[Data extracted from a collection]
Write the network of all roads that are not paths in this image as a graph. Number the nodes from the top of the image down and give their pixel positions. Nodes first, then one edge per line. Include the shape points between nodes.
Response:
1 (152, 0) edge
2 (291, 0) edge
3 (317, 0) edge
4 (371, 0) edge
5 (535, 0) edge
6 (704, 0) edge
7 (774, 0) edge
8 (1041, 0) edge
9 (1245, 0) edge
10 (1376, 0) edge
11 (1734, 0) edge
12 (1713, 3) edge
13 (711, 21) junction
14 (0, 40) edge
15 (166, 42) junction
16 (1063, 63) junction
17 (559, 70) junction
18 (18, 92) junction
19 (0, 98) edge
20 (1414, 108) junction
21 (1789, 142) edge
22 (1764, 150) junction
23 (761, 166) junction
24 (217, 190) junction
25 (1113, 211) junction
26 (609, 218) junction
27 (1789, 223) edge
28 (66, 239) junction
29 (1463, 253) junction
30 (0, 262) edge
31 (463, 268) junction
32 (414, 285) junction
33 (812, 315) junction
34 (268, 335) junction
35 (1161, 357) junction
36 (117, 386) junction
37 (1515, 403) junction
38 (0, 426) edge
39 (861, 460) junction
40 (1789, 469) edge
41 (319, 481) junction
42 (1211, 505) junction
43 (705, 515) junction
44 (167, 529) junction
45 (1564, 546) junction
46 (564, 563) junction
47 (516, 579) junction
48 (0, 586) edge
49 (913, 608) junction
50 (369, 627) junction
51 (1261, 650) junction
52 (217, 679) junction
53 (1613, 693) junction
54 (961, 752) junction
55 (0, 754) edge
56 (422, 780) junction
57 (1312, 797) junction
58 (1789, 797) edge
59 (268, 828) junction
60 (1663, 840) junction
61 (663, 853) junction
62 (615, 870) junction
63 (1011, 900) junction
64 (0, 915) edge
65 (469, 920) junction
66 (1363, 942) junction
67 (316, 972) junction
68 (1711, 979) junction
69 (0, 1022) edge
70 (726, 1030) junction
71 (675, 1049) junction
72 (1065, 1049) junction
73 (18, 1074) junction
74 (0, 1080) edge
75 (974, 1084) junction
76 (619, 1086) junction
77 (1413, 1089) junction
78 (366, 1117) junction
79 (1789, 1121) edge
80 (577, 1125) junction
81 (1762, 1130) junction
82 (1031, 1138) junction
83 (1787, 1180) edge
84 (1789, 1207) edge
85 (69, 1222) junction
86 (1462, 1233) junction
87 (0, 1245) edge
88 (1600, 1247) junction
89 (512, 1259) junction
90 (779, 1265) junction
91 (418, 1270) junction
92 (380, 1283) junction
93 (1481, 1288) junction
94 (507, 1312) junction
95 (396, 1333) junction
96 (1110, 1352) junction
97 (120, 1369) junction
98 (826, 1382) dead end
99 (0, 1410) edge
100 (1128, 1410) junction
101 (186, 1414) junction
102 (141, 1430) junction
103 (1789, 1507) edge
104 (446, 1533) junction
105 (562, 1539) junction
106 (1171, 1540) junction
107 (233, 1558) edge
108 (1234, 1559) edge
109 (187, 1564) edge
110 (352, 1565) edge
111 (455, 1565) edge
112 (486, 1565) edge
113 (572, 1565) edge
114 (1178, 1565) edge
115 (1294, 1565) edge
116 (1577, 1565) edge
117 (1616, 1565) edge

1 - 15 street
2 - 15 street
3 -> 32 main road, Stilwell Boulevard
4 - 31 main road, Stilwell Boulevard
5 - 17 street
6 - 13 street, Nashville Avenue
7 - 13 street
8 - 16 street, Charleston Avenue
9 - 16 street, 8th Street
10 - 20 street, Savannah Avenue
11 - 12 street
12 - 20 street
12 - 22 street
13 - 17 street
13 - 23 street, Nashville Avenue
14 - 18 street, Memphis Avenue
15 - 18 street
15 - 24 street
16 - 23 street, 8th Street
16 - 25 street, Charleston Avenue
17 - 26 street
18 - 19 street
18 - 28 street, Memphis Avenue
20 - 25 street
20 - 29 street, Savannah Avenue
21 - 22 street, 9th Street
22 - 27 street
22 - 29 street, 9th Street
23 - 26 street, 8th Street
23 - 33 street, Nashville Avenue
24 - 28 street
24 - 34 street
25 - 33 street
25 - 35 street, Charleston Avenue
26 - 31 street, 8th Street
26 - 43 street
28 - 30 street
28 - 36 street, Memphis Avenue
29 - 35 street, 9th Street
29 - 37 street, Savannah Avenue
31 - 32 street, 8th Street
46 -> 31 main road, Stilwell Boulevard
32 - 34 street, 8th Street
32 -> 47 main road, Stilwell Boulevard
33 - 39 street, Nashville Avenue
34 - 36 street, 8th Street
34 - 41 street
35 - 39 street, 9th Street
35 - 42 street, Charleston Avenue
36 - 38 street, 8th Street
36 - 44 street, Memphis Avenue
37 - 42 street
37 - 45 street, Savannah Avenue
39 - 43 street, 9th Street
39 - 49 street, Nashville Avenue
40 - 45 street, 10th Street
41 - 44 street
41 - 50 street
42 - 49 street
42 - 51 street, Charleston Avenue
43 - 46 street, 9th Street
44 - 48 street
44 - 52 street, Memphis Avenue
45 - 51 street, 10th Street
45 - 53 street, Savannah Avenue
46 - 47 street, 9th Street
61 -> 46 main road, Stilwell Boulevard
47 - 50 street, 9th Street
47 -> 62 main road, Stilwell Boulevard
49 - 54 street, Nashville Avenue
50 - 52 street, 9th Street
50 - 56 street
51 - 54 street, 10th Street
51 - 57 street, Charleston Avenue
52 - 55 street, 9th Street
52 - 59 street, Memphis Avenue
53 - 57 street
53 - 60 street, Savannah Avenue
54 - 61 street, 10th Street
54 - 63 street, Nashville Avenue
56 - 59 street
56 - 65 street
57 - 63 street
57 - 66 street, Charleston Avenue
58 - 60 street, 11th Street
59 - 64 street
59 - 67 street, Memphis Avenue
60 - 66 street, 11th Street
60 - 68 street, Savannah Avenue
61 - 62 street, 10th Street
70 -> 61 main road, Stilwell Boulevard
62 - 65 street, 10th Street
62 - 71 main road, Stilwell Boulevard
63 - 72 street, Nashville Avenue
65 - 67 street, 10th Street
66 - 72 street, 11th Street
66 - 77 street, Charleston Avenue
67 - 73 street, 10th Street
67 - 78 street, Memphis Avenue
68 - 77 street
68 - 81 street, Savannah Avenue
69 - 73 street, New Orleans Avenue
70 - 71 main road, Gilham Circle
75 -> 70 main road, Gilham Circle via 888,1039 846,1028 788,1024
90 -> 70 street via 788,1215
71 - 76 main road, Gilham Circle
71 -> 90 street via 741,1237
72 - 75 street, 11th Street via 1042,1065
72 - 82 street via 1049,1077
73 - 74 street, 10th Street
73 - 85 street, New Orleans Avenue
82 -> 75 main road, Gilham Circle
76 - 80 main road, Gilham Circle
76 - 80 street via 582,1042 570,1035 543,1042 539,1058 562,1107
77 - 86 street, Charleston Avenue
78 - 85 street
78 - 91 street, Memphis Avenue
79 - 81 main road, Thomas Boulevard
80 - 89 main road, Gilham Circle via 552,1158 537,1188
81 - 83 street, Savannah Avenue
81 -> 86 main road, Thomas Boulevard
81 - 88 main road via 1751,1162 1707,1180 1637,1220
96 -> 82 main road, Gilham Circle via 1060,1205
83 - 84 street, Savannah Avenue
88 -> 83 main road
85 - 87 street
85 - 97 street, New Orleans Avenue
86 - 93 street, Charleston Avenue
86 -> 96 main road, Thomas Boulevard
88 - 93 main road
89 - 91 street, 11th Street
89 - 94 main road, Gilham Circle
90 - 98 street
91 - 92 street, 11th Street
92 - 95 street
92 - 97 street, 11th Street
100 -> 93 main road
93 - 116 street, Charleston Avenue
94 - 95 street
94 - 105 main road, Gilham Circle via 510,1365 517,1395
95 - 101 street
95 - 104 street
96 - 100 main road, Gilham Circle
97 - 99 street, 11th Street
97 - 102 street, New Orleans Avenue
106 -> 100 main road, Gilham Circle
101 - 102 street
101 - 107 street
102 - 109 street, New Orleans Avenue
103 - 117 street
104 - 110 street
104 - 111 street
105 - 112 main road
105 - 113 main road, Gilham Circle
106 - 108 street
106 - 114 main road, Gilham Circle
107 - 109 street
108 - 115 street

What to work on => Check each line above for the word "Orleans", and copy the lines where it appears.

Problem solution =>
69 - 73 street, New Orleans Avenue
73 - 85 street, New Orleans Avenue
85 - 97 street, New Orleans Avenue
97 - 102 street, New Orleans Avenue
102 - 109 street, New Orleans Avenue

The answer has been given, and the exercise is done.